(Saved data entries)
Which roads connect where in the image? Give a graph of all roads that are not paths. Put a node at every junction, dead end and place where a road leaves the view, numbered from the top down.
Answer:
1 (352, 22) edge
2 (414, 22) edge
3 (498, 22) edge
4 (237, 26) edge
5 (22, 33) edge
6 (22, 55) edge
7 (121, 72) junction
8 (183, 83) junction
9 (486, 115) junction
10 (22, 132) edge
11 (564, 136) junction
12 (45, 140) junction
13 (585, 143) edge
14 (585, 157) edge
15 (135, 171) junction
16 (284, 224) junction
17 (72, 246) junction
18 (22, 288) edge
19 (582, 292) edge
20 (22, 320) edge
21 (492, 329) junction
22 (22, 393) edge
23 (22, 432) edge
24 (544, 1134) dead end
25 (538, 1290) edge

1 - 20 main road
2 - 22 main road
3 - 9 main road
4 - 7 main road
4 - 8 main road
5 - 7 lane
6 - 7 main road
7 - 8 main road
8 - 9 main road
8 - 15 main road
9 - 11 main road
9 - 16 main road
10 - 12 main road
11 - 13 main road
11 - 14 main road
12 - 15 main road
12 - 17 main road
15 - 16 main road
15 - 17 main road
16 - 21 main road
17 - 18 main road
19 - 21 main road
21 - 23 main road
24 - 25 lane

▶ **Work to complete**: Each line of the records above must be copied exactly.

▶ **Result for this exercise**:
Which roads connect where in the image? Give a graph of all roads that are not paths. Put a node at every junction, dead end and place where a road leaves the view, numbered from the top down.
Answer:
1 (352, 22) edge
2 (414, 22) edge
3 (498, 22) edge
4 (237, 26) edge
5 (22, 33) edge
6 (22, 55) edge
7 (121, 72) junction
8 (183, 83) junction
9 (486, 115) junction
10 (22, 132) edge
11 (564, 136) junction
12 (45, 140) junction
13 (585, 143) edge
14 (585, 157) edge
15 (135, 171) junction
16 (284, 224) junction
17 (72, 246) junction
18 (22, 288) edge
19 (582, 292) edge
20 (22, 320) edge
21 (492, 329) junction
22 (22, 393) edge
23 (22, 432) edge
24 (544, 1134) dead end
25 (538, 1290) edge

1 - 20 main road
2 - 22 main road
3 - 9 main road
4 - 7 main road
4 - 8 main road
5 - 7 lane
6 - 7 main road
7 - 8 main road
8 - 9 main road
8 - 15 main road
9 - 11 main road
9 - 16 main road
10 - 12 main road
11 - 13 main road
11 - 14 main road
12 - 15 main road
12 - 17 main road
15 - 16 main road
15 - 17 main road
16 - 21 main road
17 - 18 main road
19 - 21 main road
21 - 23 main road
24 - 25 lane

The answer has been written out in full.